Importance of using sunscreen
Importance of using sunscreen

How much sunscreen do I need?

To protect your face, neck, arms and legs, you’ll need about 1 ounce of sunscreen. Squeezed into your hand, 1 ounce of sunscreen is enough to completely cover your palm.

To protect your face and neck, you’ll need about a half teaspoon.

Should sunscreen come before or after other products?

So long as the sunscreen is at least SPF 30, water-resistant and broad-spectrum, it doesn’t matter in what order you apply your skin care products. Some people find it’s easiest to work with bare skin — before makeup or moisturizer have been added. Find what works best for your routine.

If you have concerns about layering specific products, speak with your dermatologist.

Does makeup with SPF work?

Makeup is not enough to protect your skin — even if it has a high SPF. You would need much more makeup than you typically use to reach the labeled SPF.
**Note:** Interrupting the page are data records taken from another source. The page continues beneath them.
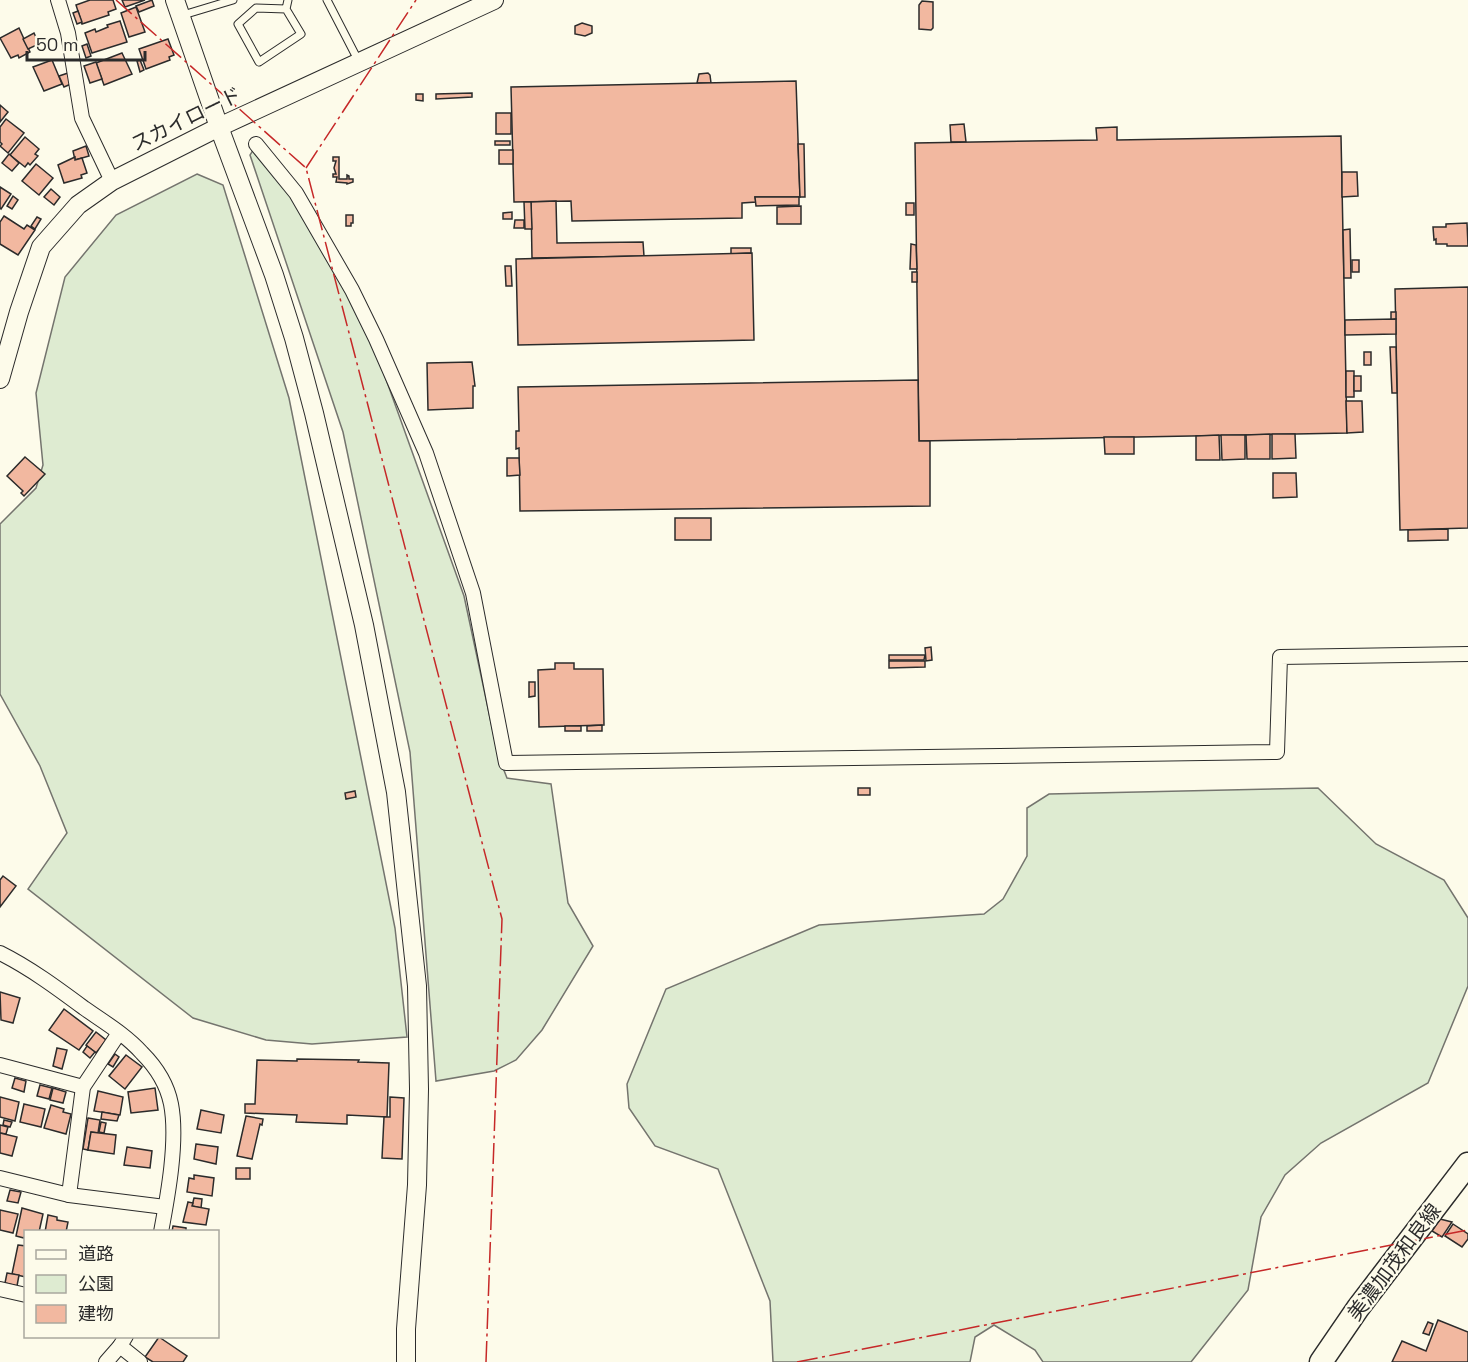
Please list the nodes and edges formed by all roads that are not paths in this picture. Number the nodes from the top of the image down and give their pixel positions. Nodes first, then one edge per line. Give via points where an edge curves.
1 (58, 0) edge
2 (233, 0) edge
3 (288, 0) edge
4 (327, 0) edge
5 (494, 0) edge
6 (178, 8) edge
7 (286, 9) junction
8 (359, 62) junction
9 (219, 127) junction
10 (256, 144) dead end
11 (112, 181) junction
12 (1, 371) edge
13 (1468, 654) edge
14 (0, 952) edge
15 (119, 1033) junction
16 (0, 1065) edge
17 (83, 1087) junction
18 (1468, 1164) edge
19 (0, 1178) edge
20 (69, 1195) junction
21 (165, 1207) junction
22 (161, 1230) edge
23 (0, 1289) edge
24 (24, 1295) edge
25 (123, 1341) edge
26 (106, 1362) edge
27 (140, 1362) edge
28 (406, 1362) edge
29 (1321, 1362) edge

1 - 11 street via 68,33 82,118
2 - 6 lane
3 - 7 lane
4 - 8 lane
5 - 8 street, スカイロード
6 - 9 street
7 - 7 lane via 301,34 259,63 238,24 256,8
8 - 9 street, スカイロード
9 - 11 street, スカイロード
9 - 28 street via 274,275 311,402 364,625 396,792 413,931 419,1089
10 - 13 street via 296,193 352,290 426,453 473,593 506,763 1277,752 1280,657
11 - 12 street, スカイロード via 78,205 41,247
14 - 15 street via 23,964
15 - 17 street
15 - 21 street via 142,1052 163,1079 171,1103 174,1131
16 - 17 street
17 - 20 street
18 - 29 main road, 美濃加茂和良線
19 - 20 street
20 - 21 street
21 - 22 street
23 - 24 street
25 - 26 street
25 - 27 street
Are mineral sunscreens better?

Sunscreens are often grouped into two categories: chemical and mineral. Chemical sunscreens use ingredients like avobenzone, octisalate, octocrylene, homosalate and others. Mineral sunscreens use either zinc oxide or titanium dioxide. Both chemical and mineral sunscreens work similarly (by absorbing UV light and transforming that energy into negligible amounts of heat). Mineral sunscreens also reflect a small amount of UV light.
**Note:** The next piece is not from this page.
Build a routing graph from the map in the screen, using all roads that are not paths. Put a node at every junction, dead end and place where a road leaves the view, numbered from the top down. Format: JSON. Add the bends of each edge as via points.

For some, chemical sunscreens can sting. If you have sensitive skin or frequently react to products, mineral sunscreen might be a better choice. The downside of mineral sunscreens is that they often leave a noticeable white cast, particularly on skin of color.
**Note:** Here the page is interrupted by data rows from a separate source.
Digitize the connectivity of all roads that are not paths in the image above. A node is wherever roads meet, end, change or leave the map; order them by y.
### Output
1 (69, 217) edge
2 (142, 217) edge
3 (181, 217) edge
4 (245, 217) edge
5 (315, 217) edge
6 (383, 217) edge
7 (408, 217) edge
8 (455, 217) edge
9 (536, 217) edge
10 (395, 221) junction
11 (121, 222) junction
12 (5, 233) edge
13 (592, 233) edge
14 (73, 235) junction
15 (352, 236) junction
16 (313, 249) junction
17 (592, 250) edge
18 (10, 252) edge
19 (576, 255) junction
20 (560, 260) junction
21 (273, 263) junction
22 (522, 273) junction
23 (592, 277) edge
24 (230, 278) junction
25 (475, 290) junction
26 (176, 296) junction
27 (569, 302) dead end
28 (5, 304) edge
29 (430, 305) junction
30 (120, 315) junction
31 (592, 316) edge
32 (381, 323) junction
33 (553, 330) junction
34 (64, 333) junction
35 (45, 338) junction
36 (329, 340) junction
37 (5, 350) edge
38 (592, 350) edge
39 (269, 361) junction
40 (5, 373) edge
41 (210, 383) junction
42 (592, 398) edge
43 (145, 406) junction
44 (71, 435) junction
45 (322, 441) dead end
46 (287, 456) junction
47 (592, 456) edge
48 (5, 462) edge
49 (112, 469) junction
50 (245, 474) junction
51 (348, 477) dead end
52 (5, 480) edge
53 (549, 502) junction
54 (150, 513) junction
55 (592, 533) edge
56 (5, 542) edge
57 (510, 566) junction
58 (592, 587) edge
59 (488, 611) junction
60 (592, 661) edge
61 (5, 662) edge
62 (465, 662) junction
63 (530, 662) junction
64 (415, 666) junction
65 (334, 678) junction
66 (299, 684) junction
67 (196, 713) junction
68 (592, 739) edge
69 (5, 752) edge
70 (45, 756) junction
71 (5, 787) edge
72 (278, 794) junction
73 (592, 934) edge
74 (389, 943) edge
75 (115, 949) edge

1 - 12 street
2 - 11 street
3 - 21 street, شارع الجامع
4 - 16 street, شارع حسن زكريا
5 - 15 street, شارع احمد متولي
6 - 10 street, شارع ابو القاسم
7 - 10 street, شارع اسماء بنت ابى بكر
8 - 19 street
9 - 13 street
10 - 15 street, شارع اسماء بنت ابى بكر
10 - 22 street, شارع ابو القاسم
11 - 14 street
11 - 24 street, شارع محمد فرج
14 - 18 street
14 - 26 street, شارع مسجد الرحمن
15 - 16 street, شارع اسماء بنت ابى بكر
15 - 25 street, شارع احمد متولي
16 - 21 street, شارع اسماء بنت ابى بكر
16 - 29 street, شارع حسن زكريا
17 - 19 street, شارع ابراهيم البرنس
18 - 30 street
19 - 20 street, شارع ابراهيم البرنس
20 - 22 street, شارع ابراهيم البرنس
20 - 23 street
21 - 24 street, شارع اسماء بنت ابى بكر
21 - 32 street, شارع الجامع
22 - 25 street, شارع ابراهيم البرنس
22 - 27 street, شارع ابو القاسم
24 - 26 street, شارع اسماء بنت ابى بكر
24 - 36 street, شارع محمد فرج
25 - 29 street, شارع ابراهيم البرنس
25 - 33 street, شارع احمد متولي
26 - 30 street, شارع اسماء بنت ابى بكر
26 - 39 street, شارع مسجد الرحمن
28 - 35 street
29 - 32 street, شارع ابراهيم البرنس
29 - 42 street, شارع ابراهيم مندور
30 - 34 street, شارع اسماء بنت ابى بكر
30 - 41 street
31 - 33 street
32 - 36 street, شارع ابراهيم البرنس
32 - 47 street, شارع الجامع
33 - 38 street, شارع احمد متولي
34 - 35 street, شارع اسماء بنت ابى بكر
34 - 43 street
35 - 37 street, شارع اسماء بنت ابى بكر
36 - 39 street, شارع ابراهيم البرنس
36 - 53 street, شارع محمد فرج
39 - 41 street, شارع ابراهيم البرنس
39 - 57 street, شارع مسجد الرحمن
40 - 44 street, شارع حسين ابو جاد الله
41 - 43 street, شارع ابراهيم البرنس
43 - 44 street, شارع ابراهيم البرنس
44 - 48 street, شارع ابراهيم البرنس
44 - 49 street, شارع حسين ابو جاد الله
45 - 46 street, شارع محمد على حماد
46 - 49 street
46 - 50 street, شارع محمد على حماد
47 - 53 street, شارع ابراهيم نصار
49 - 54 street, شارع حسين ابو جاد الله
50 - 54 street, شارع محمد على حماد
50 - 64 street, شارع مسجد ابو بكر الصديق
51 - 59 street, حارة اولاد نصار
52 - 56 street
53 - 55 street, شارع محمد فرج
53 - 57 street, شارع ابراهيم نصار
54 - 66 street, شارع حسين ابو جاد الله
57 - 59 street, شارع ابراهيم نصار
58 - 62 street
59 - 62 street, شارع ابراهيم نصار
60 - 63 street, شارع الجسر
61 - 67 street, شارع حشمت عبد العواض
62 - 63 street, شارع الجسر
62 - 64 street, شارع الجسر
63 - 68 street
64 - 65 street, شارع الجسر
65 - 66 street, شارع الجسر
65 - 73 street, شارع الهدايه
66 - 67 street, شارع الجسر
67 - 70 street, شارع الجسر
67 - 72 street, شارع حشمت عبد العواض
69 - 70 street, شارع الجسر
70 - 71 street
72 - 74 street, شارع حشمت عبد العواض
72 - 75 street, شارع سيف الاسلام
Otherwise, it’s a personal choice. The best sunscreen is the one you’ll reach for every day.

Do I really need to reapply sunscreen throughout the day?

Generally, sunscreen should be reapplied every two hours, especially after swimming or sweating.

If you work indoors and sit away from windows, you may not need a second application. Be mindful of how often you step outside, though. Keep a spare bottle of sunscreen at your desk just to be safe. Even a short stroll at lunch could put your skin at risk.

Keep in mind that no sunscreen is perfect. Wear wide-brimmed hats, sunglasses or other protective clothing, and seek shade whenever possible.